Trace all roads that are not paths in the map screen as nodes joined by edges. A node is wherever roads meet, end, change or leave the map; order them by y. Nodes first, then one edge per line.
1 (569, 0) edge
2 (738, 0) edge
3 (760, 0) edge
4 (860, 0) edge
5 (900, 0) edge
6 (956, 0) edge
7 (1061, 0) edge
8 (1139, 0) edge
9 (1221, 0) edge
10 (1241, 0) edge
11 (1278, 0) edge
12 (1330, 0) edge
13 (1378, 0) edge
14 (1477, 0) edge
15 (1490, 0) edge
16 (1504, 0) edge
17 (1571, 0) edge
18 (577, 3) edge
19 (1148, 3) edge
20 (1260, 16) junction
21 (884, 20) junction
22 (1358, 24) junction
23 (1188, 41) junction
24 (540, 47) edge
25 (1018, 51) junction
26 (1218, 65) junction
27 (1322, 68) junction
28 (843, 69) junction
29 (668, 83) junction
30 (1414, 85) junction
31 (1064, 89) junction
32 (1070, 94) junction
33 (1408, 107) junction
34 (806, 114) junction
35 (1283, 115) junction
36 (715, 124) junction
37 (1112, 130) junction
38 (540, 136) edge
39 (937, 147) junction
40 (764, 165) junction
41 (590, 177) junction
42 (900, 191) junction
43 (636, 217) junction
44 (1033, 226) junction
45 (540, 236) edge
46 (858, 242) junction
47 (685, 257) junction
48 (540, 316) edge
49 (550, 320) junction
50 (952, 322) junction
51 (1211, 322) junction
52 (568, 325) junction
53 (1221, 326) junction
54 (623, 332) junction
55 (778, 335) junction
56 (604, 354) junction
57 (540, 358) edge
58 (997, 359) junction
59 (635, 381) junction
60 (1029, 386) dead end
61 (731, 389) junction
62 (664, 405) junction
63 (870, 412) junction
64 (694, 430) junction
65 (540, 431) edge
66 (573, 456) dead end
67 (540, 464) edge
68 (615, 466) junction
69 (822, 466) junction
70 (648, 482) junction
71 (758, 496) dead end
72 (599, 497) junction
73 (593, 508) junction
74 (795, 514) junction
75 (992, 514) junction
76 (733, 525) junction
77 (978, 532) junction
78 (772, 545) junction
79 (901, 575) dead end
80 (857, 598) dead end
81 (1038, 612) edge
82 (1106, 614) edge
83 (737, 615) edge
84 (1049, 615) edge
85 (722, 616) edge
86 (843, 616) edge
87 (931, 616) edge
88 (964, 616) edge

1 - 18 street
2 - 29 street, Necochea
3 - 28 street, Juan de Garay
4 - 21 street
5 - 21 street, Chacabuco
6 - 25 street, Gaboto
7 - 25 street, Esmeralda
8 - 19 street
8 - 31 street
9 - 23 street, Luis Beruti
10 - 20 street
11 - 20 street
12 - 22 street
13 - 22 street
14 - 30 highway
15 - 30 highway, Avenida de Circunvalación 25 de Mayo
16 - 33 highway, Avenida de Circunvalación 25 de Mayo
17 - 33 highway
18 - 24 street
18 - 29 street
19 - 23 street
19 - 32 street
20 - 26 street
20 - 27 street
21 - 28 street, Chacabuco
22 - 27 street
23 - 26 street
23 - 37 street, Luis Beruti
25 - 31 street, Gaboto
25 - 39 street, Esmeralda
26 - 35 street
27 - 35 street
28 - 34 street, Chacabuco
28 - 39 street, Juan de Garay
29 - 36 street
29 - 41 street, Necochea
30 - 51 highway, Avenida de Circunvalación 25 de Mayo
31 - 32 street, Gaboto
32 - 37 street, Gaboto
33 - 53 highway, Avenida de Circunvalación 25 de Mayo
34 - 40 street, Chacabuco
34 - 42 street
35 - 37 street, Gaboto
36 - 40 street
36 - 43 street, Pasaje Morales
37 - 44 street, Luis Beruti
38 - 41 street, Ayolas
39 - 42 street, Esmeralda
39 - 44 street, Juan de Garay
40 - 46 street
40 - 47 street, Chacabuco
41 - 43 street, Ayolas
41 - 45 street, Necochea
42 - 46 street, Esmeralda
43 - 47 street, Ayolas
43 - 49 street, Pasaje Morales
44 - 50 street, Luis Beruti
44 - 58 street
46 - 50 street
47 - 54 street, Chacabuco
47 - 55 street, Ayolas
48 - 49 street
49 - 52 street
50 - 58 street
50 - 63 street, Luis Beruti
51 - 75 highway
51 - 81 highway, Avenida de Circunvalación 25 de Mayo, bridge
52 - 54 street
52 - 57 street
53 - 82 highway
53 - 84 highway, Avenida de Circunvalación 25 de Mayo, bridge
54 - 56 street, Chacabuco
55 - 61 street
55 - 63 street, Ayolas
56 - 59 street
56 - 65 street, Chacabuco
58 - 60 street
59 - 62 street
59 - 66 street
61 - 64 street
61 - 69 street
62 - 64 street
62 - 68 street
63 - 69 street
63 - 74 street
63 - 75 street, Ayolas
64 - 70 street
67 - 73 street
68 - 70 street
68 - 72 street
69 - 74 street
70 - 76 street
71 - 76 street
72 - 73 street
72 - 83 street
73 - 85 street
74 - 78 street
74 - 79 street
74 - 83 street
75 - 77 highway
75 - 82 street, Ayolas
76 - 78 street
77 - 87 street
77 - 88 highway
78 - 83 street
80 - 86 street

**Directions for this task**
Keep only the lines of the listing that contain the word "dead", and copy them.

**Written response**
60 (1029, 386) dead end
66 (573, 456) dead end
71 (758, 496) dead end
79 (901, 575) dead end
80 (857, 598) dead end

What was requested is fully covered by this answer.